TASK DIRECTIONS:
In the listing below, every entry should be duplicated exactly.

________________________________________

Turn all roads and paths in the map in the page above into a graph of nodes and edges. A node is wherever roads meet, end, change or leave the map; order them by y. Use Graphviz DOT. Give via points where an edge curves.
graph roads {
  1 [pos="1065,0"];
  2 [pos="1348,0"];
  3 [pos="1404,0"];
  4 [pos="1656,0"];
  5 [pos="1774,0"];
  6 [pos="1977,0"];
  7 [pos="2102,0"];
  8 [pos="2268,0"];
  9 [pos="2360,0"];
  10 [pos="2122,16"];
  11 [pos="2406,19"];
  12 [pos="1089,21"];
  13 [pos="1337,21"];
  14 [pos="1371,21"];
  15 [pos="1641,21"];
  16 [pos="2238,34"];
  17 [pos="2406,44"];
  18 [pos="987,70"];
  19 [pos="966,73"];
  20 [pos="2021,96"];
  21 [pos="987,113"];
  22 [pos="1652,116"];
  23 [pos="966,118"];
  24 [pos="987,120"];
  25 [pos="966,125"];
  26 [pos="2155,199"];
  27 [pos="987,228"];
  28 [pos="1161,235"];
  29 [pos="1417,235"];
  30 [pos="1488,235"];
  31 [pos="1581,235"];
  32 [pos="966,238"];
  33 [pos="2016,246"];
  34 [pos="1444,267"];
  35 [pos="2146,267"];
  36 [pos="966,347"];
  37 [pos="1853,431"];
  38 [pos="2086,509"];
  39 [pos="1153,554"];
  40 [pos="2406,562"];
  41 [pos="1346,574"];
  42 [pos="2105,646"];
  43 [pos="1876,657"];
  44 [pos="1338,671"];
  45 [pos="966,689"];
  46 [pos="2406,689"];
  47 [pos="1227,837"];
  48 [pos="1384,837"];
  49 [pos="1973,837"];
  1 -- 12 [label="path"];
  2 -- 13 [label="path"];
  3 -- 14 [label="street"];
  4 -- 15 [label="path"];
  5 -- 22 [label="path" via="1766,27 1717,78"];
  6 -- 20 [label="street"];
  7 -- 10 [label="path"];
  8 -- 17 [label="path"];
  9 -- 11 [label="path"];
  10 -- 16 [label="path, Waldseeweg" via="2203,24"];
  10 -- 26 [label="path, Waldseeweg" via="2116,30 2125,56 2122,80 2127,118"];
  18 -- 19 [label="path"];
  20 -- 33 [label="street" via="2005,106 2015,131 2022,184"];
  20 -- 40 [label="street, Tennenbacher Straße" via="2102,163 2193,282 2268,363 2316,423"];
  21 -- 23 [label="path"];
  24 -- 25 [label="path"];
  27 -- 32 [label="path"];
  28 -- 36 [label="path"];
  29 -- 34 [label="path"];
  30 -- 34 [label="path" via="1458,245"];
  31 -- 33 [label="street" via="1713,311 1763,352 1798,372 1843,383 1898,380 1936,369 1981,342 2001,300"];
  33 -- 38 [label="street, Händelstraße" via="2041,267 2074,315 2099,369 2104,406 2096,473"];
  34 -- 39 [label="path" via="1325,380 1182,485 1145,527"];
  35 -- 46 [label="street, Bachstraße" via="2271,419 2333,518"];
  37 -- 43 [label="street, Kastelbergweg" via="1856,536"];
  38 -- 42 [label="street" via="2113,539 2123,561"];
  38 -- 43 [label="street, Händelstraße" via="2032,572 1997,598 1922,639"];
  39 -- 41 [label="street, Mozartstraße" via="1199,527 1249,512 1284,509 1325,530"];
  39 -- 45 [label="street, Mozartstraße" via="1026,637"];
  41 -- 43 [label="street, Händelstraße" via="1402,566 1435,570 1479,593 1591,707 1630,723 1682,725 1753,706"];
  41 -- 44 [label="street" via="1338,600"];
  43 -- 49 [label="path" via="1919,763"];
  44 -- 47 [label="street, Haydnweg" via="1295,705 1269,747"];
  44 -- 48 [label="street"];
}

________________________________________

SOLUTION TO THIS TASK:
Turn all roads and paths in the map in the page above into a graph of nodes and edges. A node is wherever roads meet, end, change or leave the map; order them by y. Use Graphviz DOT. Give via points where an edge curves.
graph roads {
  1 [pos="1065,0"];
  2 [pos="1348,0"];
  3 [pos="1404,0"];
  4 [pos="1656,0"];
  5 [pos="1774,0"];
  6 [pos="1977,0"];
  7 [pos="2102,0"];
  8 [pos="2268,0"];
  9 [pos="2360,0"];
  10 [pos="2122,16"];
  11 [pos="2406,19"];
  12 [pos="1089,21"];
  13 [pos="1337,21"];
  14 [pos="1371,21"];
  15 [pos="1641,21"];
  16 [pos="2238,34"];
  17 [pos="2406,44"];
  18 [pos="987,70"];
  19 [pos="966,73"];
  20 [pos="2021,96"];
  21 [pos="987,113"];
  22 [pos="1652,116"];
  23 [pos="966,118"];
  24 [pos="987,120"];
  25 [pos="966,125"];
  26 [pos="2155,199"];
  27 [pos="987,228"];
  28 [pos="1161,235"];
  29 [pos="1417,235"];
  30 [pos="1488,235"];
  31 [pos="1581,235"];
  32 [pos="966,238"];
  33 [pos="2016,246"];
  34 [pos="1444,267"];
  35 [pos="2146,267"];
  36 [pos="966,347"];
  37 [pos="1853,431"];
  38 [pos="2086,509"];
  39 [pos="1153,554"];
  40 [pos="2406,562"];
  41 [pos="1346,574"];
  42 [pos="2105,646"];
  43 [pos="1876,657"];
  44 [pos="1338,671"];
  45 [pos="966,689"];
  46 [pos="2406,689"];
  47 [pos="1227,837"];
  48 [pos="1384,837"];
  49 [pos="1973,837"];
  1 -- 12 [label="path"];
  2 -- 13 [label="path"];
  3 -- 14 [label="street"];
  4 -- 15 [label="path"];
  5 -- 22 [label="path" via="1766,27 1717,78"];
  6 -- 20 [label="street"];
  7 -- 10 [label="path"];
  8 -- 17 [label="path"];
  9 -- 11 [label="path"];
  10 -- 16 [label="path, Waldseeweg" via="2203,24"];
  10 -- 26 [label="path, Waldseeweg" via="2116,30 2125,56 2122,80 2127,118"];
  18 -- 19 [label="path"];
  20 -- 33 [label="street" via="2005,106 2015,131 2022,184"];
  20 -- 40 [label="street, Tennenbacher Straße" via="2102,163 2193,282 2268,363 2316,423"];
  21 -- 23 [label="path"];
  24 -- 25 [label="path"];
  27 -- 32 [label="path"];
  28 -- 36 [label="path"];
  29 -- 34 [label="path"];
  30 -- 34 [label="path" via="1458,245"];
  31 -- 33 [label="street" via="1713,311 1763,352 1798,372 1843,383 1898,380 1936,369 1981,342 2001,300"];
  33 -- 38 [label="street, Händelstraße" via="2041,267 2074,315 2099,369 2104,406 2096,473"];
  34 -- 39 [label="path" via="1325,380 1182,485 1145,527"];
  35 -- 46 [label="street, Bachstraße" via="2271,419 2333,518"];
  37 -- 43 [label="street, Kastelbergweg" via="1856,536"];
  38 -- 42 [label="street" via="2113,539 2123,561"];
  38 -- 43 [label="street, Händelstraße" via="2032,572 1997,598 1922,639"];
  39 -- 41 [label="street, Mozartstraße" via="1199,527 1249,512 1284,509 1325,530"];
  39 -- 45 [label="street, Mozartstraße" via="1026,637"];
  41 -- 43 [label="street, Händelstraße" via="1402,566 1435,570 1479,593 1591,707 1630,723 1682,725 1753,706"];
  41 -- 44 [label="street" via="1338,600"];
  43 -- 49 [label="path" via="1919,763"];
  44 -- 47 [label="street, Haydnweg" via="1295,705 1269,747"];
  44 -- 48 [label="street"];
}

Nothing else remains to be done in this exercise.